To kickoff the [series]({{< ref "/series/cool-algorithms/">}}) of posts about algorithms and data structures I find interesting, I will be talking about my favorite one: the Disjoint Set. Also known as the Union-Find data structure, so named because of its two main operations: ds.union(lhs, rhs) and ds.find(elem).

What does it do?

The Union-Find data structure allows one to store a collection of sets of elements, with operations for adding new sets, merging two sets into one, and finding the representative member of a set. Not only does it do all that, but it does it in almost constant (amortized) time!

Here is a small motivating example for using the Disjoint Set data structure:

def connected_components(graph: Graph) -> list[set[Node]]:
    # Initialize the disjoint set so that each node is in its own set
    ds: DisjointSet[Node] = DisjointSet(graph.nodes)
    # Each edge is a connection, merge both sides into the same set
    for (start, dest) in graph.edges:
        ds.union(start, dest)
    # Connected components share the same (arbitrary) root
    components: dict[Node, set[Node]] = defaultdict(set)
    for n in graph.nodes:
        components[ds.find(n)].add(n)
    # Return a list of disjoint sets corresponding to each connected component
    return list(components.values())

Implementation

I will show how to implement UnionFind for integers, though it can easily be extended to be used with arbitrary types (e.g: by mapping each element one-to-one to a distinct integer, or using a different set representation).

Representation

Creating a new disjoint set is easy enough:

class UnionFind:
    _parent: list[int]
    _rank: list[int]

    def __init__(self, size: int):
        # Each node is in its own set, making it its own parent...
        self._parents = list(range(size))
        # ... And its rank 0
        self._rank = [0] * size

We represent each set through the _parent field: each element of the set is linked to its parent, until the root node which is its own parent. When first initializing the structure, each element is in its own set, so we initialize each element to be a root and make it its own parent (_parent[i] == i for all i).
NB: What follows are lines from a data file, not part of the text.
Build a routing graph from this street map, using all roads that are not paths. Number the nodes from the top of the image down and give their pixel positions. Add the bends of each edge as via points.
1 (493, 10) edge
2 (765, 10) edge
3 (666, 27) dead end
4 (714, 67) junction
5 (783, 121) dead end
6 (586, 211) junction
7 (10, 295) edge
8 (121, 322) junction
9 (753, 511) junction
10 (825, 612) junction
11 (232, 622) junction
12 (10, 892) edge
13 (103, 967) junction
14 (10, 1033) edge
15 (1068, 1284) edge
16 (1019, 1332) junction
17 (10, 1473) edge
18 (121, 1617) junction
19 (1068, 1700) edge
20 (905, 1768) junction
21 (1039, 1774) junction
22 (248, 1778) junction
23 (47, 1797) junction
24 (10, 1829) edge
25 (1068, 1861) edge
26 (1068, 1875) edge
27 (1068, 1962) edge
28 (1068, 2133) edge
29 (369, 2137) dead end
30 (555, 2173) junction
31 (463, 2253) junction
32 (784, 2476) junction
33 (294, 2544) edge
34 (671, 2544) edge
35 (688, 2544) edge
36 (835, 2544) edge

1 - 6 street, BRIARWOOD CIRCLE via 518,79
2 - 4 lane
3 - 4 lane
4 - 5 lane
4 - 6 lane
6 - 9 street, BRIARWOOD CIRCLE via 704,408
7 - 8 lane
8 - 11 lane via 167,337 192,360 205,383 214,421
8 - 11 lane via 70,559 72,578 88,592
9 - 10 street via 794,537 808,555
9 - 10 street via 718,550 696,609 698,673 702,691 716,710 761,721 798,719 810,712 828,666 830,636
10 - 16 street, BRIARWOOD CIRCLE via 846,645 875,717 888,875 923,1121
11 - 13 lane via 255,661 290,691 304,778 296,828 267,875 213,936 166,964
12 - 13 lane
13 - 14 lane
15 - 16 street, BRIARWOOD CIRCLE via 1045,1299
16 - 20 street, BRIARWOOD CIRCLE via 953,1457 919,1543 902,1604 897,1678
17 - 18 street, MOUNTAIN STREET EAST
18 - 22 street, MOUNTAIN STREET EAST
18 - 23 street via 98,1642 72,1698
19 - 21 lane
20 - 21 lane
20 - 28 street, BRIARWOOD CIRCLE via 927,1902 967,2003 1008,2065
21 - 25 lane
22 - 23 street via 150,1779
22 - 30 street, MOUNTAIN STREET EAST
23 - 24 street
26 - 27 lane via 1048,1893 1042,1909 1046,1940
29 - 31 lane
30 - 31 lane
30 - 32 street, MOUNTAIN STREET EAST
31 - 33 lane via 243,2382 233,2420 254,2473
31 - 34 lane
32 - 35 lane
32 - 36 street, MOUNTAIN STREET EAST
The _rank field is an optimization which we will touch on in a later section.

Find

A naive Implementation of find(...) is simple enough to write:

def find(self, elem: int) -> int:
    # If `elem` is its own parent, then it is the root of the tree
    if (parent: = self._parent[elem]) == elem:
        return elem
    # Otherwise, recurse on the parent
    return self.find(parent)

However, going back up the chain of parents each time we want to find the root node (an O(n) operation) would make for disastrous performance. Instead we can do a small optimization called _path splitting.

def find(self, elem: int) -> int:
    while (parent: = self._parent[elem]) != elem:
        # Replace each parent link by a link to the grand-parent
        elem, self._parent[elem] = parent, self._parent[parent]
    return elem

This flattens the links so that each node links directly to the root, making each subsequent find(...) constant time.

Other compression schemes exist, along the spectrum between faster shortening the chain faster earlier, or updating _parent fewer times per find(...).